Open sebastienros opened 6 years ago
@stephentoub
Trying to find our perf tests for these..
The tests are under Tests.System.Tests...
@sebastienros do you have evidence that this ratio is any different to 2.0? From the benchmarks we have, I do see that string comparison on Linux is significantly slower than Windows, but much faster than 2.0, and the ratio has improved.
[edit: that's comparing Linux with Windows for the same comparer, which was not what you flagged. Nevertheless, the question remains has this changed since 2.0?]
I could find some culture tests on benchview, but none for string comparison. I ran the same application on .NET 2.0 too, and I can see some regression on an ASP.NET app so maybe a micro-benchmark would show different results.

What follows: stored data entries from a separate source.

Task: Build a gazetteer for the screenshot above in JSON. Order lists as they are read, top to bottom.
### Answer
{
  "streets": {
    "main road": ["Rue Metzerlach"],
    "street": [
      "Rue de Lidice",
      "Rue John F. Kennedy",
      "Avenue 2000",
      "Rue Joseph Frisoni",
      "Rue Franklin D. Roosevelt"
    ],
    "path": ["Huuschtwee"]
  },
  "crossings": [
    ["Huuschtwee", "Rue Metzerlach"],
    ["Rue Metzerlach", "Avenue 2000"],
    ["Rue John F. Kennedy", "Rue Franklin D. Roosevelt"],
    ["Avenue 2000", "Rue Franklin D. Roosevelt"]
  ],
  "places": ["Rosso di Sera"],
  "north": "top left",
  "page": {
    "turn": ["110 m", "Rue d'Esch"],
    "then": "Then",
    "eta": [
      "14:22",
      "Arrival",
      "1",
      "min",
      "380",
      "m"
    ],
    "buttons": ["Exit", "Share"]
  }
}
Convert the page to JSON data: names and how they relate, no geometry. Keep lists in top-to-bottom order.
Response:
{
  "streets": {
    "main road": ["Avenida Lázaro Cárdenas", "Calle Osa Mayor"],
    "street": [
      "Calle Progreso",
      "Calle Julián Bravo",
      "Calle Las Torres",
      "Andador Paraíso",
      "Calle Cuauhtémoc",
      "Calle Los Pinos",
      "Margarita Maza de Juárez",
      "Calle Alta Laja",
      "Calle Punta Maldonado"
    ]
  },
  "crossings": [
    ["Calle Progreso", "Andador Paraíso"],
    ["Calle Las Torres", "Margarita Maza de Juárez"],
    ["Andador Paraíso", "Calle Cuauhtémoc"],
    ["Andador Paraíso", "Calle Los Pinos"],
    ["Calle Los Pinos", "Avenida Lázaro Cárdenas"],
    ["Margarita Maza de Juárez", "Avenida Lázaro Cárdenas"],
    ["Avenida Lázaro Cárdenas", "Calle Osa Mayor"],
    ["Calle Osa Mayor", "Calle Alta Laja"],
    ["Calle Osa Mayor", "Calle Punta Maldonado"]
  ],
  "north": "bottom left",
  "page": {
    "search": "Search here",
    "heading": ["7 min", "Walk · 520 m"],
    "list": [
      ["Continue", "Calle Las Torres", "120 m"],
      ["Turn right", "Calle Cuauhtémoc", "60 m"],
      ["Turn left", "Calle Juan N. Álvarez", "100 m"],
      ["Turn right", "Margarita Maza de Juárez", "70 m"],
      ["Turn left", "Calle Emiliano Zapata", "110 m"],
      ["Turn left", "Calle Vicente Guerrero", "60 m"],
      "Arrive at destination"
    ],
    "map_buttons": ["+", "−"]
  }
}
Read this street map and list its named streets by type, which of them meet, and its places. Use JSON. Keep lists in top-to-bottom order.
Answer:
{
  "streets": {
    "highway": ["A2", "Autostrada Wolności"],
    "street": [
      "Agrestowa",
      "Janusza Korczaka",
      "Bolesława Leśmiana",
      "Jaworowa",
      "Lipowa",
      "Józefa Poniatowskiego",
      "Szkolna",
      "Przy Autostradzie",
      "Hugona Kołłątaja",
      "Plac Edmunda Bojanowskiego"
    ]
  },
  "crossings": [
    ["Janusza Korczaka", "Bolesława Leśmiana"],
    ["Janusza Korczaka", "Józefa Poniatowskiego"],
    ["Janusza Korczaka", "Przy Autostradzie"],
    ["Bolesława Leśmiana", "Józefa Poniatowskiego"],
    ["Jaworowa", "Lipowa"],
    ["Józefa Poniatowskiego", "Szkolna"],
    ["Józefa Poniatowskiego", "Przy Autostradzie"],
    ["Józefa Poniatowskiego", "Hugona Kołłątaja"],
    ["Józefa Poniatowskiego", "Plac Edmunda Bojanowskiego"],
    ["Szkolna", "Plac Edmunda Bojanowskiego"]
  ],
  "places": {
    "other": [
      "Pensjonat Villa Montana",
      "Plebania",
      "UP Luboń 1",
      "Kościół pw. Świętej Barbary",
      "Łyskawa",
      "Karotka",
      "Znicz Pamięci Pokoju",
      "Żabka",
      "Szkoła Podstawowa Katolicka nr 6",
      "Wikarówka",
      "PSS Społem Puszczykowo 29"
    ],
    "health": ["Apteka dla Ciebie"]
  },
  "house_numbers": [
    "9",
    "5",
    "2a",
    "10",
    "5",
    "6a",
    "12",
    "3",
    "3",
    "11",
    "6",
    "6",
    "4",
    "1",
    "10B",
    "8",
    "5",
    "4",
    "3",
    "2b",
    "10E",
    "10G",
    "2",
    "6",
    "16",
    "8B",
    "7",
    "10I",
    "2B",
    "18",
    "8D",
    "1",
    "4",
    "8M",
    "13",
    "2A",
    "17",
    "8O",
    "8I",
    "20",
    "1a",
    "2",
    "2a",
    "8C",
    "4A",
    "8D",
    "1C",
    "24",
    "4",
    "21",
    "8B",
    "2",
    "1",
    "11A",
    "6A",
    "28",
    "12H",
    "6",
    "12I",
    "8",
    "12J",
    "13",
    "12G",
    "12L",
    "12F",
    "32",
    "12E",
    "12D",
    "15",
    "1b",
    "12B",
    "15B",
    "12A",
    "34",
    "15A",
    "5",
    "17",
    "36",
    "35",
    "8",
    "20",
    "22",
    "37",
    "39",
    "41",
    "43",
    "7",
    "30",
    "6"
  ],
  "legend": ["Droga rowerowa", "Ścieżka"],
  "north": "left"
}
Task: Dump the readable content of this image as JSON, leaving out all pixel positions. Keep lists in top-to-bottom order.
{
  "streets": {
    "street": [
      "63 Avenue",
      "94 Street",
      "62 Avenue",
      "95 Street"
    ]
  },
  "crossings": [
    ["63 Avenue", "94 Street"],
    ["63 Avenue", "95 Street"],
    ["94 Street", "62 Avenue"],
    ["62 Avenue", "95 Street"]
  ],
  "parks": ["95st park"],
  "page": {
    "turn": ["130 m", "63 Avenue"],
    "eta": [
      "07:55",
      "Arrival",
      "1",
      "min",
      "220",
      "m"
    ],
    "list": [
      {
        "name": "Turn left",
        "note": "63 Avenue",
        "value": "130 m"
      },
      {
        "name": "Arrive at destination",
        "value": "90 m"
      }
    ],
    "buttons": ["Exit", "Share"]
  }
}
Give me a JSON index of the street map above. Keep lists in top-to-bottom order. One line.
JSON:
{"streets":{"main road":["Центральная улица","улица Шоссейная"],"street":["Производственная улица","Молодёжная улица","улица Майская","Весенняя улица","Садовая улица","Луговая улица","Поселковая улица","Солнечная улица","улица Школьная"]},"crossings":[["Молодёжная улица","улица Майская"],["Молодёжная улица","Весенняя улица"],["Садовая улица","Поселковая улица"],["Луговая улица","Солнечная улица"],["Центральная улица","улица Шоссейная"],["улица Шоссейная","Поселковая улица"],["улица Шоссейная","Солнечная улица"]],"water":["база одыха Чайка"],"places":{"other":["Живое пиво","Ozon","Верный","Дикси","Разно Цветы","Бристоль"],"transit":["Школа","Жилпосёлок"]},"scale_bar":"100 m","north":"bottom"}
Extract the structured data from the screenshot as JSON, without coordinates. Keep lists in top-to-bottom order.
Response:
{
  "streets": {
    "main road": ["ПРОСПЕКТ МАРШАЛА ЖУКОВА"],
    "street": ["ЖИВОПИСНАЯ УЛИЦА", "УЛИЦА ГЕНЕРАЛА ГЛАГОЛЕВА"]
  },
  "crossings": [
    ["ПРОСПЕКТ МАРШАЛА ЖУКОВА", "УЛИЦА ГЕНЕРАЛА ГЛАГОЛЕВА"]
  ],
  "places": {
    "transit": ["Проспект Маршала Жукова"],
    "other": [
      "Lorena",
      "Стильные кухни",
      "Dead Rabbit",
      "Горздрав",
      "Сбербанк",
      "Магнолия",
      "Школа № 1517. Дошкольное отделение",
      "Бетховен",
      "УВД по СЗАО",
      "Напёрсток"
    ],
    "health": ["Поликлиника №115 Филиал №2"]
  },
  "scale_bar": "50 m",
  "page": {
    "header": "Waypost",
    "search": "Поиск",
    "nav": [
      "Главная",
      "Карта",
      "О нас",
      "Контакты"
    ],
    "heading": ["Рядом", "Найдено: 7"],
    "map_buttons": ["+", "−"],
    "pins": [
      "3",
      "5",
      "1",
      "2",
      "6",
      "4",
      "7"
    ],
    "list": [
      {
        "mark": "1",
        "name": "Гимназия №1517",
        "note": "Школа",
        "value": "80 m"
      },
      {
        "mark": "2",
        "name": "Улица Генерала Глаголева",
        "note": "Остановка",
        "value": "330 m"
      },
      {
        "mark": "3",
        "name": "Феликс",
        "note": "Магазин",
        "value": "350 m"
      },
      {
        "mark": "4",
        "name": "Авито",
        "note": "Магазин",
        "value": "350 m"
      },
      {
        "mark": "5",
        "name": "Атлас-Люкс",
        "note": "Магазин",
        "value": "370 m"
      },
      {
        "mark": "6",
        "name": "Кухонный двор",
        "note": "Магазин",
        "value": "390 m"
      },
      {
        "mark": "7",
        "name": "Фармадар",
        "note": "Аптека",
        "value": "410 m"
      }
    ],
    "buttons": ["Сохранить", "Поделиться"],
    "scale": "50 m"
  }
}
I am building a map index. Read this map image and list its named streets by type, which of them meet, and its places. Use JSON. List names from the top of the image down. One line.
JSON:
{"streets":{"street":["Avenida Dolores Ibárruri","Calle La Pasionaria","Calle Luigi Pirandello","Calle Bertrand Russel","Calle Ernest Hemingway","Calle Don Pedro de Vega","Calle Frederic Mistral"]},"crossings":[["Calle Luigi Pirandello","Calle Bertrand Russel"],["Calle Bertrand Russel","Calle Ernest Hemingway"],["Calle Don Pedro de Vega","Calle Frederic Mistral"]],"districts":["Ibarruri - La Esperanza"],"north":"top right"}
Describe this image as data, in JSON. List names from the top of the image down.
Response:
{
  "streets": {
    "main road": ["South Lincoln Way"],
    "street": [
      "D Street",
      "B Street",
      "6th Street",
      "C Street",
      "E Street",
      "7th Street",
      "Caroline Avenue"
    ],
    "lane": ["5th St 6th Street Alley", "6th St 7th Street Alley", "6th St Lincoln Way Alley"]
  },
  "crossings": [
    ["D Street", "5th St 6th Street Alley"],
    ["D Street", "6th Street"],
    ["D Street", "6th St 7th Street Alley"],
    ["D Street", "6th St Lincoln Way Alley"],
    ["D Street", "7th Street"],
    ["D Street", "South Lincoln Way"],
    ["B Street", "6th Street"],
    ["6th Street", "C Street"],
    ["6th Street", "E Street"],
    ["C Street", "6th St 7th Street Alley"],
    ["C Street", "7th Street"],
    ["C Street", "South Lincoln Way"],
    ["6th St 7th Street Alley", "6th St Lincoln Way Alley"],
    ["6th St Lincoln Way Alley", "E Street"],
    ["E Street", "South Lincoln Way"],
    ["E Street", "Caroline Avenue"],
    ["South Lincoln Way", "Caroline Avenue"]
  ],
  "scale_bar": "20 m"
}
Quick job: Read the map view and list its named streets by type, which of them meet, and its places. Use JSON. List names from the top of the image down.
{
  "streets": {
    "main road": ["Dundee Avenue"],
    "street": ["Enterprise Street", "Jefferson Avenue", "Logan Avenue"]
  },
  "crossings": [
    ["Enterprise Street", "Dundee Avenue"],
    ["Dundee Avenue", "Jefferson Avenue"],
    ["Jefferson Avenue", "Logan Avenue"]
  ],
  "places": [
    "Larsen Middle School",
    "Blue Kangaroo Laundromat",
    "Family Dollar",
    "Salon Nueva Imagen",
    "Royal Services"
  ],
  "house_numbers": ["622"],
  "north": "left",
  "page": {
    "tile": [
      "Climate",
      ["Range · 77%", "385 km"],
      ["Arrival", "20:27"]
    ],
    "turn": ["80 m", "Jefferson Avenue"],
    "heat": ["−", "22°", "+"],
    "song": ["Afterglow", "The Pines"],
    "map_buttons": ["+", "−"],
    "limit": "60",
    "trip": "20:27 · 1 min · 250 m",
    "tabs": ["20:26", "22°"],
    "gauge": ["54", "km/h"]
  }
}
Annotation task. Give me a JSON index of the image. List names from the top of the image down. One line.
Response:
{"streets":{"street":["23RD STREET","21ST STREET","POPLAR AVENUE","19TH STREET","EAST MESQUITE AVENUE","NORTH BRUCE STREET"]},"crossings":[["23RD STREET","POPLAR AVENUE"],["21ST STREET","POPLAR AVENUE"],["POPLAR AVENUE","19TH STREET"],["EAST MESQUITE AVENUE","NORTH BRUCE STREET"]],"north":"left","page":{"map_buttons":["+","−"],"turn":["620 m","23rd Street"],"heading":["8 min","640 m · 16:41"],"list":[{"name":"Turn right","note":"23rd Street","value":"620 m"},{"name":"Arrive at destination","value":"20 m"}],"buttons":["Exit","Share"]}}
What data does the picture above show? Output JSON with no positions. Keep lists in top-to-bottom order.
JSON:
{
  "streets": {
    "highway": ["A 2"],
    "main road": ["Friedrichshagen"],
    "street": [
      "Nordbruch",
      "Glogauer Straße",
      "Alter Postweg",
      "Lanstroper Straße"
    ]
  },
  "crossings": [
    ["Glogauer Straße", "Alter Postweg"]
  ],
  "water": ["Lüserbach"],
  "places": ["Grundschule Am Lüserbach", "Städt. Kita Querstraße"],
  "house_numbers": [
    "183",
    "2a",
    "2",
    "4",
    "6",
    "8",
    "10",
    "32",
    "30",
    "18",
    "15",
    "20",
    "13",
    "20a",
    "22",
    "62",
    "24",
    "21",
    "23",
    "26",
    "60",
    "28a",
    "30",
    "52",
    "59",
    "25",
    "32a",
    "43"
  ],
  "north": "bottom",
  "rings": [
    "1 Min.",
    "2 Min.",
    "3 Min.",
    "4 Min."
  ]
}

Description | RPS - 2.0 | RPS - 2.1 | Delta |
---|---|---|---|
Linux - CompareTo | 167931 | 147252 | -12% |
Linux - CompareOrdinal | 319786 | 317025 | -1% |
Windows - CompareTo | 371181 | 293785 | -21% |
Windows - CompareOrdinal | 471728 | 364015 | -23% |
So you are right that the gap is less important on 2.1 from 2.0, but not for the good reason.
@sebastienros the link above show's CoreFX perf results. Of course the tests may be poor (they are certainly too few iterations) but they show improvements over 2.0 for Linux.
Can you repeat your benchmark, without ASP.NET in the picture -- just a console app?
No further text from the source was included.